Doch wie immer gab es Reis mit Fleisch. Und so ass er dann trotzdem nicht wirklich viel. Wir konnten uns aber wieder unterhalten. Zumindest bis ich erschreckt wurde. Denn
dank dem Regen wimmelte es unter dem Dach von Insekten. Und so kamen beim Einfall der Dunkelheit auch die Kröten. Und nicht gerade kleine. Sie machten sich auf die Jagd
nach den Insekten. Und nach meinen Füssen. So zumindest meine Angst. Überall hörte man Kröten und sah Kröten. Ich war deshalb sehr froh darum, dass wir heute im zweiten Stock
schliefen.
Und wir konnten endlich wieder eine Nacht schlafen. Uns ging es beiden wieder besser und wir konnten am nächsten Morgen ganz normal frühstücken. Ich freute mich sogar
auf den letzten Abschnitt. Obwohl noch viel vor uns lag und all unsere Kleider und die Wanderschuhe nass waren. So liefen wir dann um 6 Uhr zu dritt los. Anaïs hatte sich
entschieden, das Maultier und Motorrad zurück zu nehmen. Sie schlief wieder kaum und hatte kaum noch Energie. Wir alle vier freuten uns auf das Ziel. So wanderten wir also
immer weiter. Schritt für Schritt ging es gefühlt vor allem bergauf. Und bergab. Zumindest nie geradeaus. Und das ganze ständig mit 'Mucho Calor'. Wir liefen fast aus.
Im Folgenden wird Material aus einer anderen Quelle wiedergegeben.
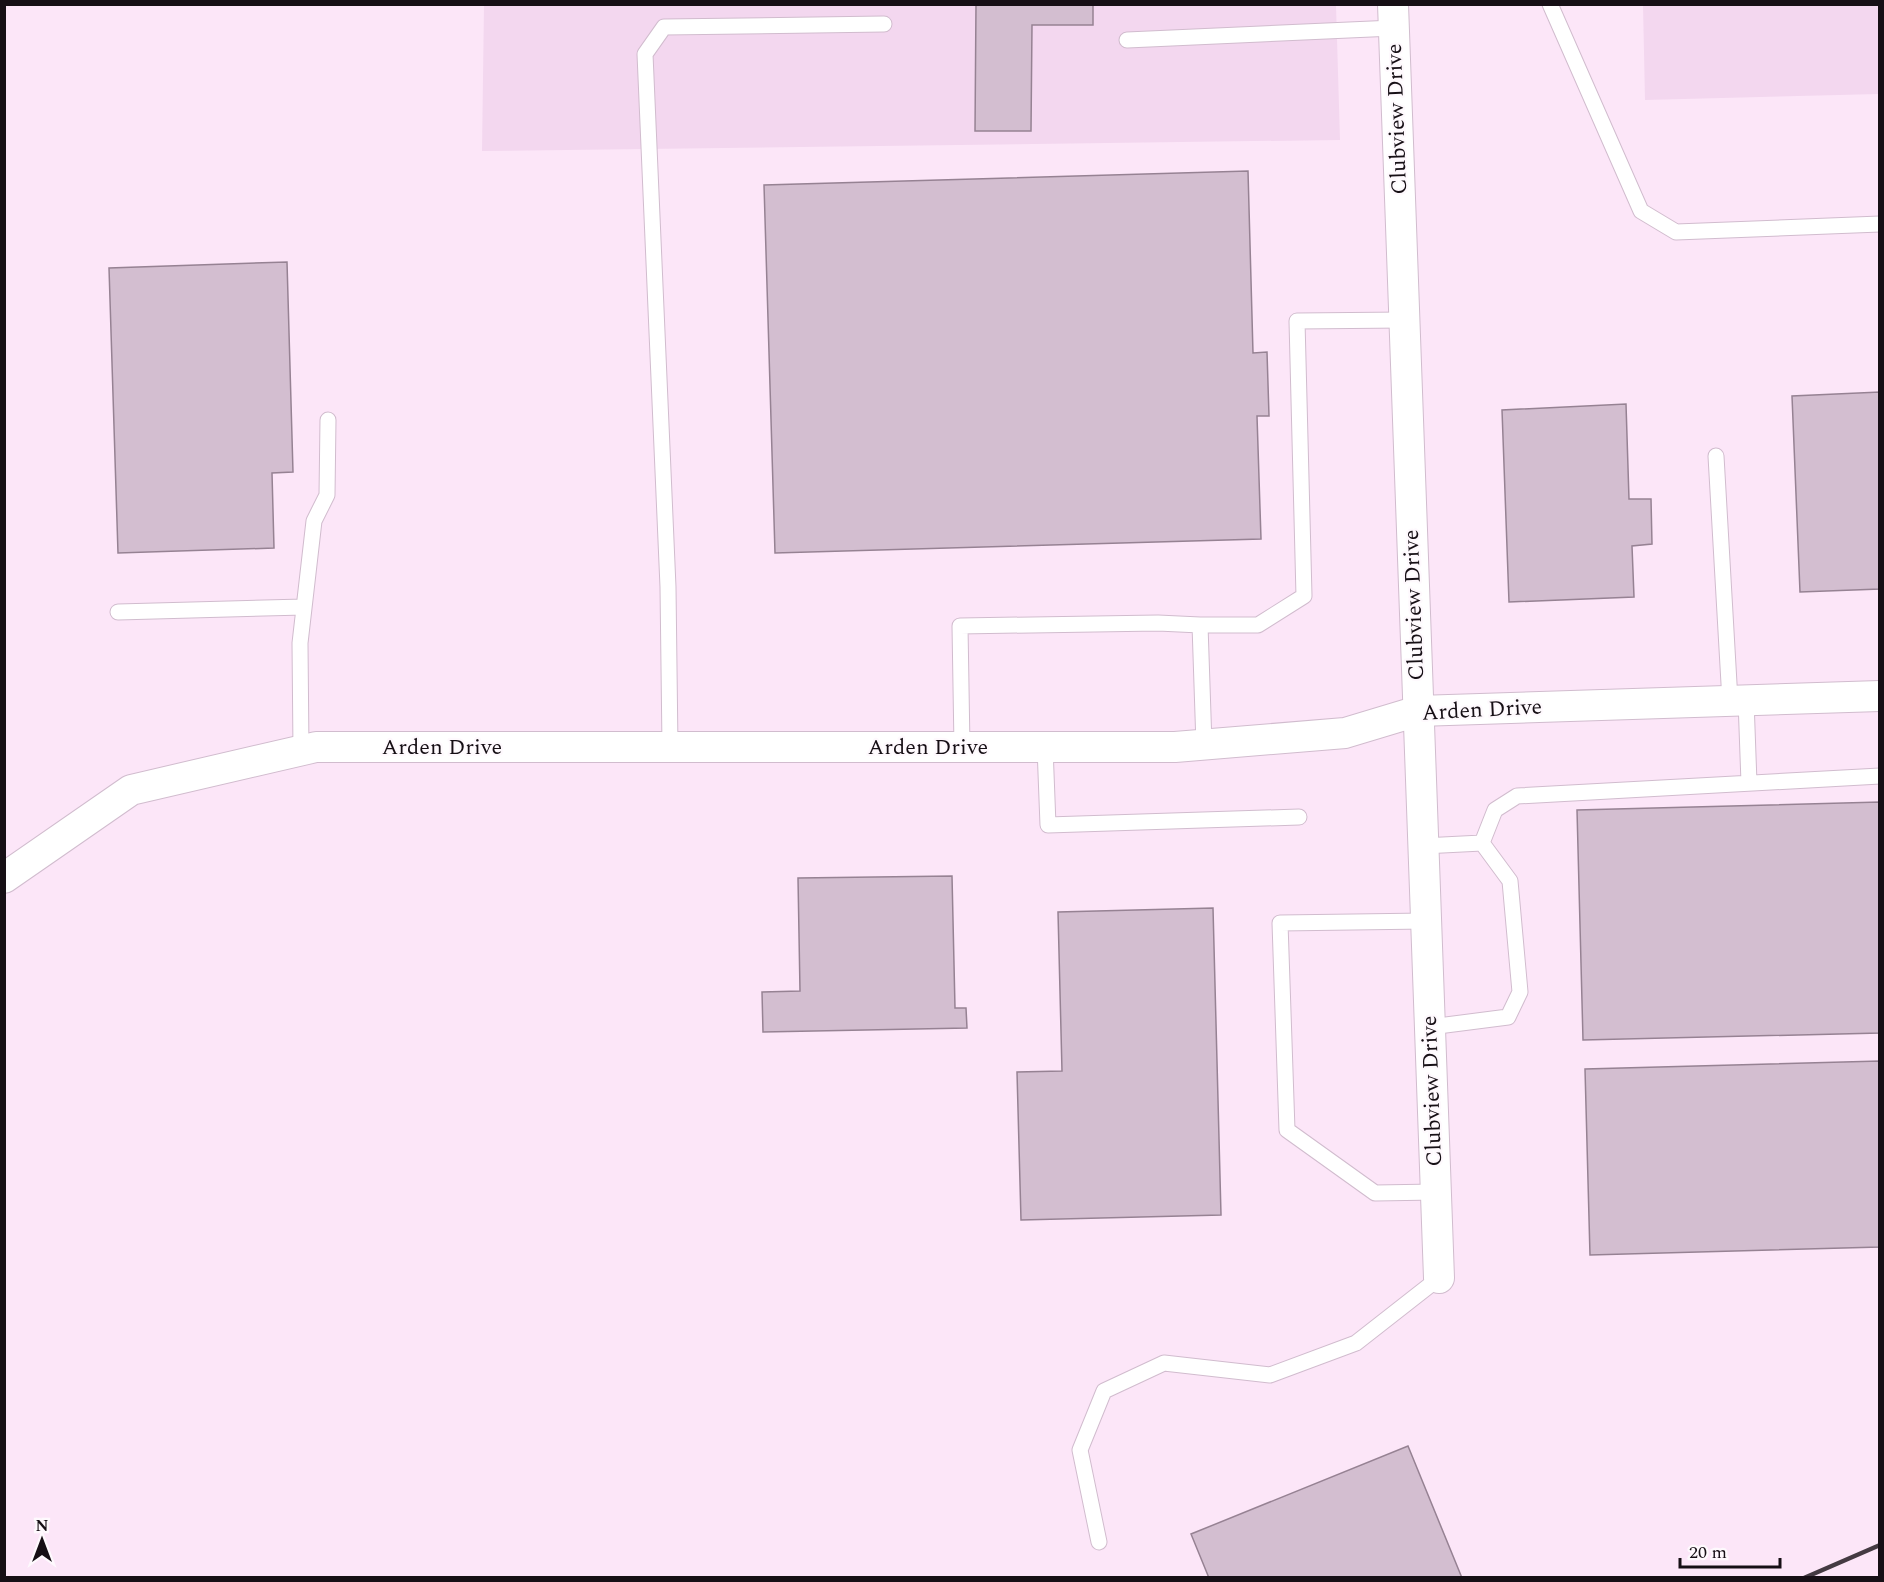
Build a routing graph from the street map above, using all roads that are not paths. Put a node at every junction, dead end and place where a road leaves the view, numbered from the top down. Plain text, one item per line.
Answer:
1 (1550, 4) edge
2 (1394, 16) edge
3 (885, 24) dead end
4 (1127, 40) dead end
5 (1880, 224) edge
6 (1404, 320) junction
7 (328, 420) dead end
8 (1716, 456) dead end
9 (304, 607) junction
10 (118, 612) dead end
11 (1200, 625) junction
12 (1880, 696) edge
13 (1738, 700) junction
14 (1418, 711) junction
15 (1204, 745) junction
16 (670, 747) junction
17 (962, 747) junction
18 (1045, 747) junction
19 (301, 751) junction
20 (1880, 776) edge
21 (1749, 783) junction
22 (1299, 817) dead end
23 (1482, 843) junction
24 (1423, 846) junction
25 (4, 878) edge
26 (1426, 921) junction
27 (1430, 1027) junction
28 (1436, 1192) junction
29 (1439, 1278) joint
30 (1098, 1542) dead end

1 - 5 lane
2 - 4 lane
2 - 6 street, Clubview Drive
3 - 16 lane
6 - 11 lane
6 - 14 street, Clubview Drive
7 - 9 lane
8 - 13 lane
9 - 10 lane
9 - 19 lane
11 - 15 lane
11 - 17 lane
12 - 13 street, Arden Drive
13 - 14 street, Arden Drive
13 - 21 lane
14 - 15 street, Arden Drive
14 - 24 street, Clubview Drive
15 - 18 street, Arden Drive
16 - 17 street, Arden Drive
16 - 19 street, Arden Drive
17 - 18 street, Arden Drive
18 - 22 lane
19 - 25 street, Arden Drive
20 - 21 lane
21 - 23 lane
23 - 24 lane
23 - 27 lane
24 - 26 street, Clubview Drive
26 - 27 street, Clubview Drive
26 - 28 lane
27 - 28 street, Clubview Drive
28 - 29 street, Clubview Drive
29 - 30 lane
Denn der Regen vom Vortag hinterliess eine schwüle und feuchte Hitze. Und trotzdem schafften wir es irgendwie sogar, mal am Anfang der Gruppe mitzulaufen.
Denn so langsam wurde es für alle anstrengend. Es gab einen kurzen Zwischenstopp im Basecamp 1, wo wir die erste Nacht verbracht hatten. Für uns alle war das eine Ewigkeit her.
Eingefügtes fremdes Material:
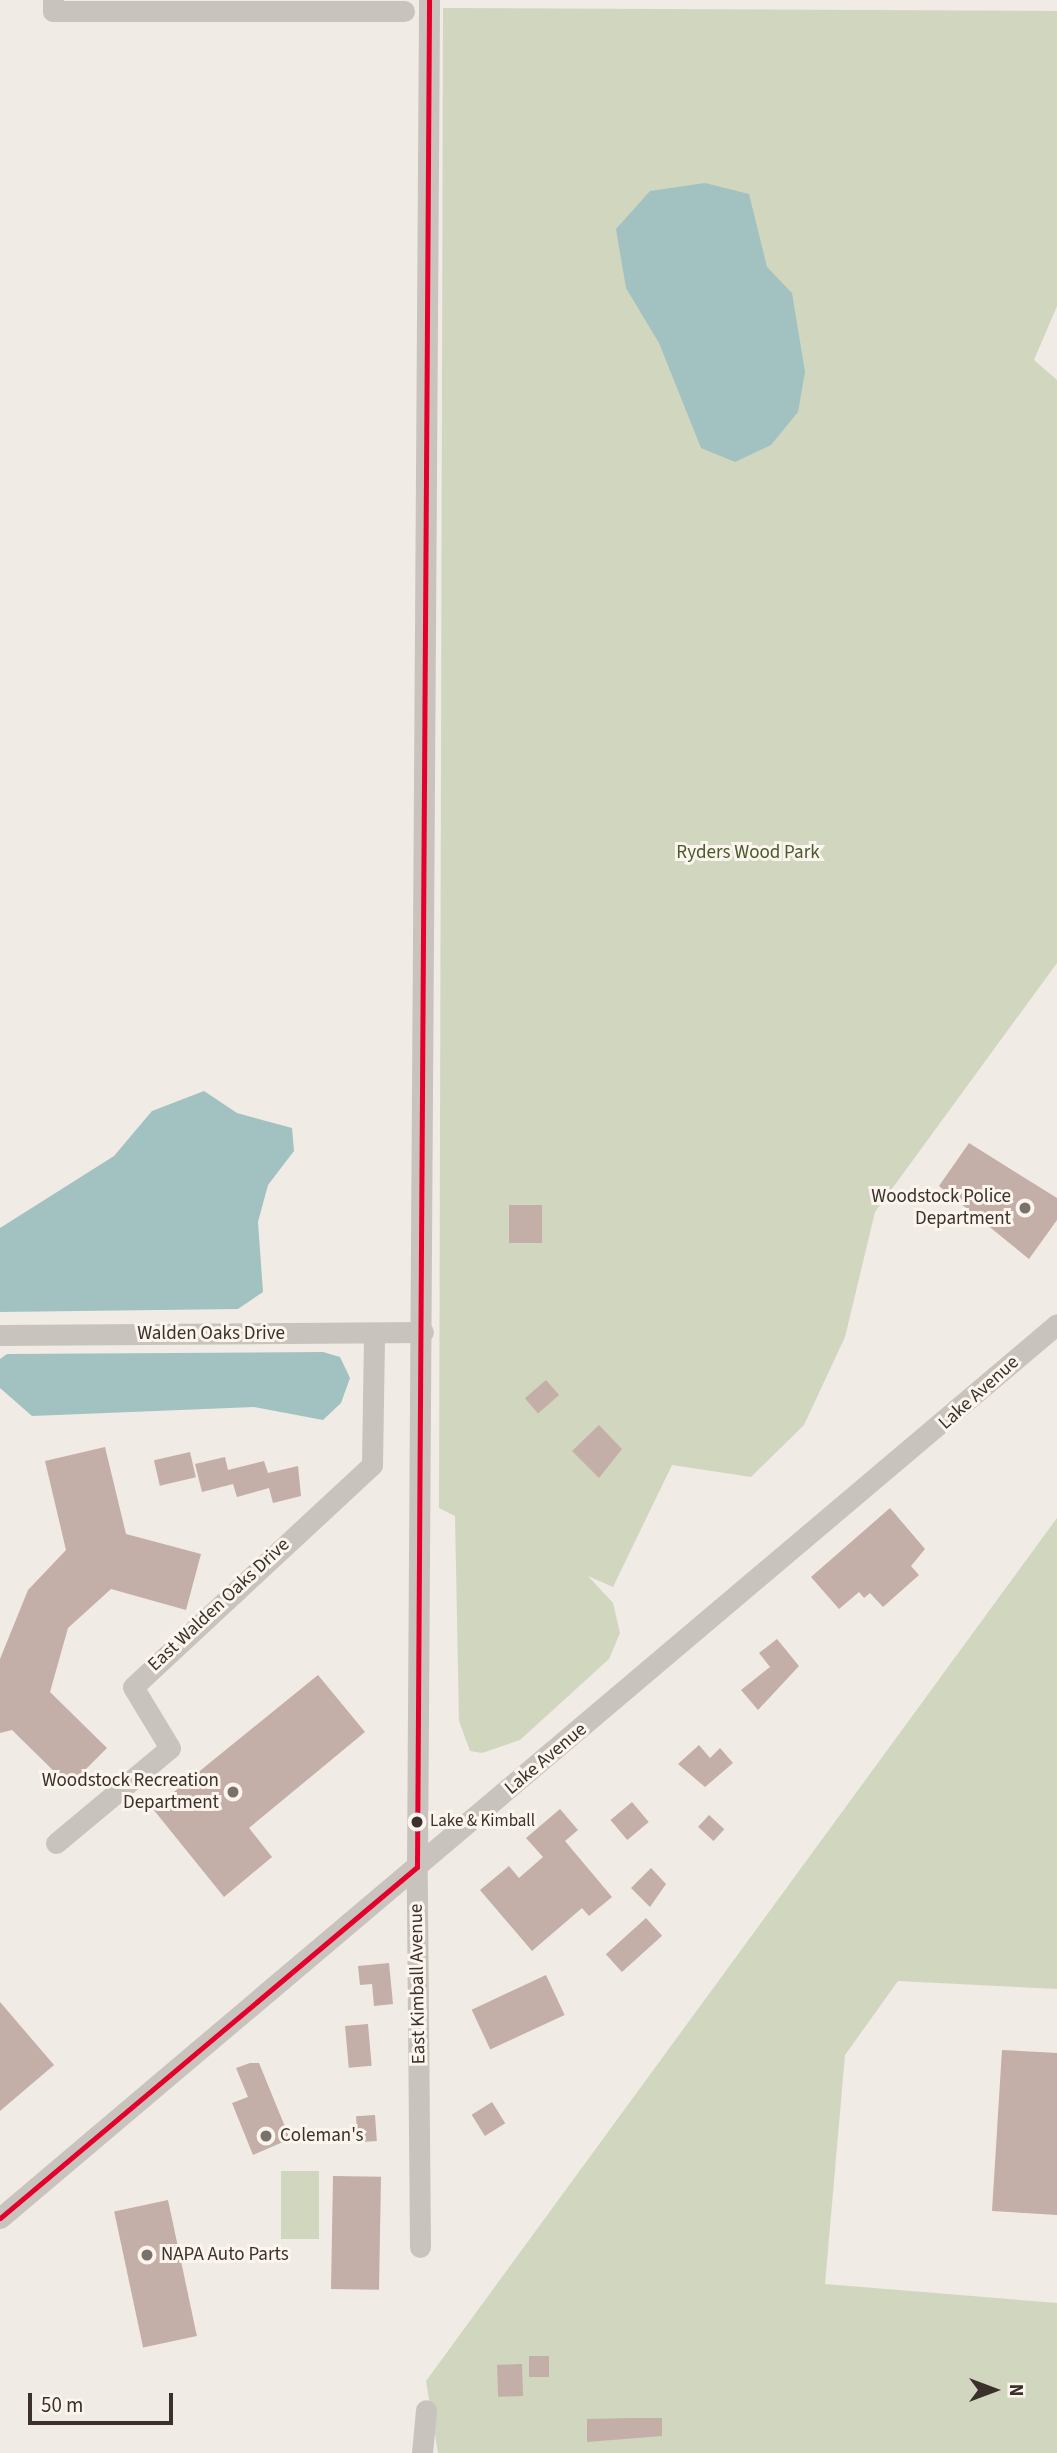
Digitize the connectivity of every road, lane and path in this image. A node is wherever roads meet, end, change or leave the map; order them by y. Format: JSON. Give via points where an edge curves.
{"nodes":[{"id":1,"x":429,"y":0,"type":"edge"},
{"id":2,"x":53,"y":5,"type":"edge"},
{"id":3,"x":404,"y":10,"type":"dead end"},
{"id":4,"x":1057,"y":1324,"type":"edge"},
{"id":5,"x":423,"y":1332,"type":"junction"},
{"id":6,"x":374,"y":1334,"type":"junction"},
{"id":7,"x":0,"y":1335,"type":"edge"},
{"id":8,"x":56,"y":1843,"type":"dead end"},
{"id":9,"x":417,"y":1867,"type":"junction"},
{"id":10,"x":0,"y":2217,"type":"edge"},
{"id":11,"x":421,"y":2247,"type":"dead end"},
{"id":12,"x":426,"y":2410,"type":"dead end"},
{"id":13,"x":422,"y":2453,"type":"edge"}],
"edges":[{"from":1,"to":5,"type":"street","name":"East Kimball Avenue"},
{"from":2,"to":3,"type":"street"},
{"from":4,"to":9,"type":"street","name":"Lake Avenue"},
{"from":5,"to":6,"type":"street","name":"Walden Oaks Drive"},
{"from":5,"to":9,"type":"street","name":"East Kimball Avenue"},
{"from":6,"to":7,"type":"street","name":"Walden Oaks Drive"},
{"from":6,"to":8,"type":"street","name":"East Walden Oaks Drive","via":[[372,1465],[133,1686],[170,1748]]},
{"from":9,"to":10,"type":"street","name":"Lake Avenue"},
{"from":9,"to":11,"type":"street","name":"East Kimball Avenue"},
{"from":12,"to":13,"type":"street"}]}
Und wir waren so froh, 'nur' noch die letzte Strecke laufen zu müssen.
Es ging dann also weiter bergauf. Bis wir bei der Motorradgarage ankamen. Anaïs wechselte vom Maultier auf das Motorrad und für uns ging es nur noch nach unten. Auf etwas
breiteren Wegen. Doch so sehr wir uns eigentlich über das nach unten laufen freuten, so sehr schmerzten auch unsere Füsse langsam. Vor allem weil sie immer noch durchnässt
waren. Ganz langsam und immer mit Rodrigos Lachen im Rücken schafften wir es irgendwie. Langsam kamen uns Gruppen entgegen, die eben erst gestartet waren. Und wir wünschten
ihnen etwas hämisch viel Glück für die nächsten vier Tage. Wir liefen immer weiter bis wir endlich die Zivilisation erreichten. Zumindest für uns in diesem Zustand. Wir sahen die ersten
Häuser und erreichten dann bald das Restaurant. Völlig erschöpft kamen wir an und entledigten uns zuerst von unseren Schuhen und wechselten zu den FlipFops. Den Gestank
wollen wir uns nicht mehr vorstellen. Wir genossen das letzte Mittagessen fast. Denn es gab wieder Reis mit Fleisch. Aber wir waren vor allem froh. Froh, dass wir die Wanderung
überstanden hatten, dass Anaïs wieder lächeln konnte, dass wir alle gesund waren. Und dass wir um so viele Erlebnisse und Eindrücke reicher waren.
Vier Tage ohne jeglichen Luxus mit so tollen Guides, die uns immer unterstützen. Wir waren stolz und glücklich. Und freuten uns unendlich fest. Auf eine warme Dusche, ein kühles
Zimmer, ein bequemes Bett, keine Mücken und einen Teller mit selbst gewähltem Essen. All das lag nun vor uns. Unsere Freude war riesig!